By- Smriti Joinwal
It might sound a bit cliché but the truth remains the same. Even in the 21st century, women remain behind men by approximately Rs. 3.8 lakhs, over 12 years, in terms of salary (according to Catalyst Report). We always want to believe that women and men are at the same level in all respects. According to the report, high-potential women still begin their careers on an equal footing with men, with aspirations similar to the highest levels, including that of CEO. So what exactly went wrong? Despite the strong start, gender discrimination over the years resulted in women earning less and acquiring fewer opportunities than men which lead to fewer women in senior-level positions.
The report “High Potentials under high pressure in India’s technology sector” examined 713 high- potential women and men working full time in high-technology organisation.
Let’s consider its findings:
• Of these, 31% were women and 69% were men. The average age was 33. Globally, women MBA’s start at lower positions and pay ($4600 less than average) than their male counterparts.
• Women falter after a strong start as 79% of young women and men at the start of their careers aspire to senior level executive positions.
• 56% men and 36% women left their jobs for better pay packages and benefits.
• 54% women and 21% men reported taking leave.

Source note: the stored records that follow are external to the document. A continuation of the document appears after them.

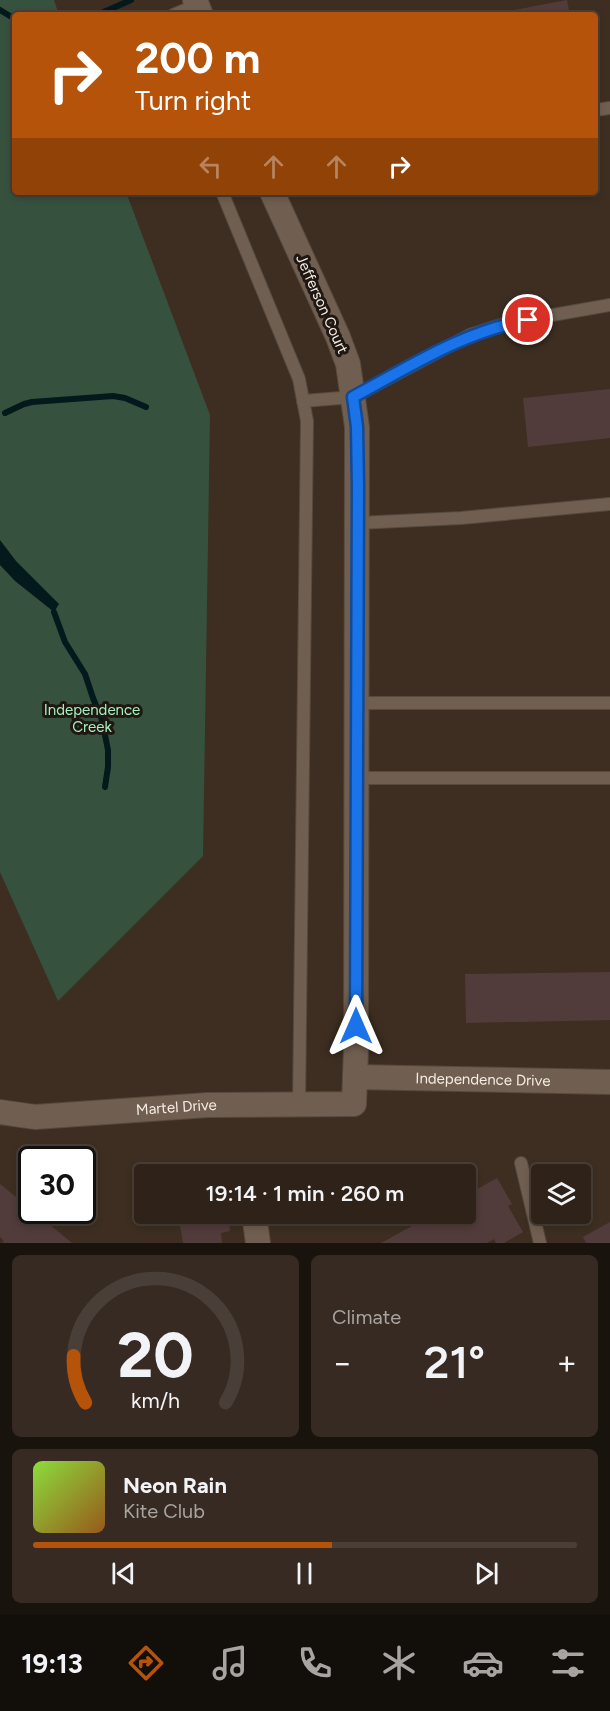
<!DOCTYPE html>
<meta charset="utf-8">
<style>
:root{--surface:#2e2219;--page:#362a22;--text:#f1f3f6;--muted:#a7a4a2;--line:#493f38;--accent:#b45309}
body{margin:0;font-family:Figtree,sans-serif;background:var(--page);color:var(--text);height:100vh;display:flex;flex-direction:column;font-size:22px;white-space:nowrap}
*{box-sizing:border-box;margin:0}
p{font-size:20px;color:var(--muted)}
.icon{flex:none;width:33px;height:33px;fill:none;stroke:currentColor;stroke-width:2;stroke-linecap:round;stroke-linejoin:round}
.map{position:relative;height:1243px;overflow:hidden}
.panel{display:flex;flex-direction:column;gap:12px;padding:12px;background:#19130e;flex:1}
.panel>*{flex:none}
.guide{position:absolute;left:12px;top:12px;width:586px;height:183px;border-radius:6px;box-shadow:0 3px 9px #0003,0 0 0 2px var(--line);background:#b45309;color:#fff;overflow:hidden}
.fabs{position:absolute;left:531px;top:1164px;display:grid;gap:12px}
.fabs a{display:grid;place-items:center;width:60px;height:60px;border-radius:6px;background:var(--surface);box-shadow:0 3px 9px #0003,0 0 0 2px var(--line);font-size:30px}
.speed{position:absolute;left:18px;top:1146px;display:flex;gap:12px;font-size:30px;font-weight:700;text-align:center}
.speed>*{display:grid;place-content:center;width:78px;height:78px;border-radius:50%;background:var(--surface);box-shadow:0 3px 9px #0003,0 0 0 2px var(--line);line-height:1}
.speed .limit{border:3px solid #111;border-radius:9px;background:#fff;color:#111}
.pin{position:absolute;display:grid;place-items:center;width:51px;height:51px;color:#fff;margin:-26px;border:3px solid #fff;border-radius:50%;box-shadow:0 2px 6px #0007}
.me{position:absolute;width:66px;margin:-33px;rotate:0deg;stroke-linejoin:round;filter:drop-shadow(0 0 4px #0008)}
.turn{display:flex;align-items:center;gap:21px;height:126px;padding:0 24px;font-size:27px}
.turn .icon{width:78px;height:78px;stroke-width:2.5}
.turn b{display:block;font-size:42px;line-height:51px}
.lanes{display:flex;align-items:center;height:57px;padding:0 24px;background:#0003;justify-content:center;gap:30px;direction:ltr}
.lanes .off{opacity:.35}
.big{font-size:45px;font-weight:600;line-height:1.1}
.panel .widget{flex:1;display:flex;flex-direction:column;justify-content:center;gap:9px;min-width:0;padding:0 21px;border-radius:9px;background:var(--page)}
.panel .dial{align-items:center;gap:0}
.dial svg{height:156px;overflow:visible;fill:none;stroke:var(--line);stroke-width:7;stroke-linecap:round;text-anchor:middle}
.dial text{fill:var(--text);stroke:none}
.song{display:flex;align-items:center;gap:18px}
.cover{width:72px;height:72px;border-radius:9px;background:linear-gradient(135deg,hsl(90 70% 55%),hsl(30 70% 35%))}
.played{height:6px;border-radius:3px;background:linear-gradient(90deg,var(--accent) 55%,var(--line) 55%)}
.keys{display:flex;justify-content:space-around;direction:ltr}
.heat{display:flex;justify-content:space-between;align-items:center;font-size:33px;direction:ltr}
.panel .tiles{flex:1;display:grid;gap:12px;grid-template-columns:1fr 1fr}
.widget:last-child{grid-column:span 2}
.trip{position:absolute;left:134px;top:1164px;width:342px;height:60px;border-radius:6px;background:var(--surface);box-shadow:0 3px 9px #0003,0 0 0 2px var(--line);font-weight:600;line-height:60px;text-align:center}
.menu{display:flex;height:96px;justify-content:space-around;align-items:center;background:#120e0a;color:var(--muted)}
.menu .icon{width:42px;height:42px}
.menu .on{color:var(--accent)}
.menu b{font-size:27px;color:var(--text)}
.map>svg:first-child{display:block}
.green{fill:#37513f}
.water{fill:#04191b}
.lines{fill:none;stroke-linecap:round;stroke-linejoin:round}
.stream{stroke:#04191b;stroke-width:6}
.building{fill:#523c3b}
.lane-casing{stroke:#56493e;stroke-width:14}
.street-casing{stroke:#56493e;stroke-width:26}
.lane{stroke:#705f50;stroke-width:12}
.street{stroke:#705f50;stroke-width:24}
.route-casing{stroke:#114b97;stroke-width:15}
.route{stroke:#1a73e8;stroke-width:10}
.labels{text-anchor:middle;dominant-baseline:central;stroke-width:6;stroke-linejoin:round;paint-order:stroke}
.street-label{font-size:15px;fill:#f6ece3;stroke:#1f1812}
.park-label{font-size:15px;fill:#a6efbe;stroke:#1f1812}
</style>
<div class="map">
<svg width="610" height="1243" viewBox="0 0 610 1243">
<rect width="100%" height="100%" fill="#3d2e21"/>
<!-- green -->
<polygon class="green" points="0,0 54,0 59,15 15,15 15,192 126,192 210,415 203,856 58,1001 0,872"/>
<!-- water -->
<polygon class="water" points="0,540 16,561 59,604 54,612 15,581 0,565"/>
<g class="lines">
<!-- stream -->
<g class="stream">
<polyline points="0,10 15,19"/>
<polyline points="97,15 131,0"/>
<polyline points="5,413 24,404 32,402 113,396 125,398 146,407"/>
<polyline points="54,612 65,642 85,674 93,698 102,720 108,750 108,767 105,787"/>
</g>
</g>
<!-- building -->
<g class="building">
<polygon points="567,0 570,15 493,15 493,14"/>
<polygon points="610,389 610,438 528,447 523,398"/>
<polygon points="610,972 610,1020 466,1023 465,974"/>
<polygon points="497,1178 512,1204 508,1206 523,1232 504,1243 496,1243 494,1239 487,1243 381,1243 434,1214 465,1214 465,1196"/>
<polygon points="0,1184 32,1210 72,1243 2,1243 4,1241 0,1237"/>
<polygon points="178,1214 228,1214 230,1231 221,1233 222,1243 183,1243"/>
<polygon points="610,1222 610,1243 586,1243 583,1237"/>
</g>
<g class="lines">
<defs>
<g id="lane">
<polyline points="173,15 197,5"/>
<polyline points="596,110 610,108"/>
<polyline points="222,192 299,379 307,421 299,1105"/>
<polyline points="303,401 353,397 470,335 507,323 610,305"/>
<polyline points="358,523 461,518 610,504"/>
<polyline points="357,703 610,703"/>
<polyline points="357,778 610,778"/>
<polyline points="521,1163 540,1243"/>
</g>
<g id="street">
<polyline points="195,0 201,15"/>
<path id="s1" d="M 355,1077 L 610,1082"/>
<path id="s2" d="M 0,1112 L 35,1117 L 208,1105 L 354,1104 L 356,1049 L 357,427 L 348,364 L 338,337 L 272,192"/>
<polyline points="254,1214 258,1243"/>
</g>
</defs>
<!-- lane casing -->
<use href="#lane" class="lane-casing"/>
<!-- street casing -->
<use href="#street" class="street-casing"/>
<!-- lane -->
<use href="#lane" class="lane"/>
<!-- street -->
<use href="#street" class="street"/>
</g>
<g class="lines">
<defs>
<path id="route" d="M 356,1026 L 358,487 L 357,427 L 353,397 C 409,367 464,331 528,320"/>
</defs>
<!-- route casing -->
<use href="#route" class="route-casing"/>
<!-- route -->
<use href="#route" class="route"/>
</g>
<g class="labels">
<!-- street labels -->
<g class="street-label">
<text transform="translate(322 304) rotate(66)">Jefferson Court</text>
<text stroke="none"><textPath href="#s1" startOffset="128">Independence Drive</textPath></text>
<text stroke="none"><textPath href="#s2" startOffset="177">Martel Drive</textPath></text>
</g>
<!-- park labels -->
<g class="park-label">
<text x="92" y="710">Independence<tspan x="92" dy="17">Creek</tspan></text>
</g>
</g>
</svg>
<div class="fabs">
<a><svg class="icon" aria-label="layers" viewBox="0 0 24 24"><path d="M12 4l9 5-9 5-9-5zM3 14l9 5 9-5"/></svg></a>
</div>
<div class="speed"><div class="limit">30</div></div>
<div class="pin" style="left:528px;top:320px;background:#d93025"><svg class="icon" aria-label="arrive" viewBox="0 0 24 24"><path d="M6 21V4h12l-3 4 3 4H6"/></svg></div>
<svg class="me" style="left:356px;top:1026px" viewBox="-20 -20 40 40"><path d="M0-17L14 15 0 8-14 15z" fill="#1a73e8" stroke="#fff" stroke-width="4"/></svg>
<div class="trip">19:14 · 1 min · 260 m</div>
<div class="guide">
<div class="turn"><svg class="icon" aria-label="right" viewBox="0 0 24 24"><path d="M7 20v-9h11M14 6l5 5-5 5"/></svg><div><b>200 m</b>Turn right</div></div>
<div class="lanes"><svg class="icon off" aria-label="left" viewBox="0 0 24 24"><path d="M17 20v-9H6M10 6l-5 5 5 5"/></svg><svg class="icon off" aria-label="ahead" viewBox="0 0 24 24"><path d="M12 20V5M6 11l6-6 6 6"/></svg><svg class="icon off" aria-label="ahead" viewBox="0 0 24 24"><path d="M12 20V5M6 11l6-6 6 6"/></svg><svg class="icon" aria-label="right" viewBox="0 0 24 24"><path d="M7 20v-9h11M14 6l5 5-5 5"/></svg></div>
</div>
</div>
<section class="panel">
<div class="tiles">
<div class="widget dial"><svg viewBox="0 0 100 80">
<path d="M14 69A42 42 0 1 1 86 69"/>
<path d="M14 69A42 42 0 0 1 8 45" stroke="#b45309"/>
<text x="50" y="56" font-size="32" font-weight="700">20</text>
<text x="50" y="72" font-size="11">km/h</text>
</svg></div>
<div class="widget"><p>Climate</p>
<div class="heat"><a>−</a><b class="big">21°</b><a>+</a></div>
</div>
<div class="widget">
<div class="song"><i class="cover"></i><div><b>Neon Rain</b><p>Kite Club</p></div></div>
<div class="played"></div>
<div class="keys"><svg class="icon" aria-label="previous" viewBox="0 0 24 24"><path d="M18 5L8 12l10 7zM5 5v14"/></svg><svg class="icon" aria-label="pause" viewBox="0 0 24 24"><path d="M8 5v14M16 5v14"/></svg><svg class="icon" aria-label="next" viewBox="0 0 24 24"><path d="M6 5l10 7-10 7zM19 5v14"/></svg></div>
</div>
</div>
</section>
<nav class="menu">
<b>19:13</b>
<svg class="icon on" aria-label="directions" viewBox="0 0 24 24"><path d="M12 3l9 9-9 9-9-9zM9 14v-3h6M13 9l2 2-2 2"/></svg>
<svg class="icon" aria-label="music" viewBox="0 0 24 24"><path d="M9 18V5l10-2v13"/><circle cx="6" cy="18" r="3"/><circle cx="16" cy="16" r="3"/></svg>
<svg class="icon" aria-label="phone" viewBox="0 0 24 24"><path d="M5 4h4l2 5-3 2q2 4 5 5l2-3 5 2v4C11 20 4 13 5 4z"/></svg>
<svg class="icon" aria-label="climate" viewBox="0 0 24 24"><path d="M12 3v18M4 7l16 10M4 17L20 7"/></svg>
<svg class="icon" aria-label="car" viewBox="0 0 24 24"><path d="M5 17H2v-5l4-1 3-4h7l3 4 3 1v5h-3M9 17h6M6 11h13"/><circle cx="7" cy="17" r="2"/><circle cx="17" cy="17" r="2"/></svg>
<svg class="icon" aria-label="filters" viewBox="0 0 24 24"><path d="M4 7h16M4 17h16"/><circle cx="9" cy="7" r="2"/><circle cx="15" cy="17" r="2"/></svg>
</nav>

All these facts force us to ponder over the problems faced by women in a male dominated society, which compel them to leave out on their dreams and hopes. We need to ask ourselves that why high-potential women become a victim of gender gap. Why do they calmly accept lower pay packages? What drives them to do so? Shachi Irde, ED Catalyst India WRC said that “Ensuring equity, equal access to developmental opportunities and flexible and inclusive environment for women is critical for retaining talent in India’s technology sector”. Lower packages for women just cut a sorry picture for the society as a whole. If we can’t respect talent and nurture it just because it is present in a woman, then India may never rise above the rest either in terms of GDP or moral values.
It is ironical that these reports represent an India which boasts of development and equality. This double standard is startling. It is a deluge that the people of India are totally unprepared for and in no time will wash away the false claims of the govt and private organisations that they have achieved equality. After reading this report, what I had not bargained for was the amount of disrespect and inequality that still prevails in our society. I feel that without the collective efforts of the society as a whole, there will never be a paradigm shift. I hope that my voice through this article reaches everyone concerned and doesn’t die an early death.
Views presented in the article are those of the author and not of ED.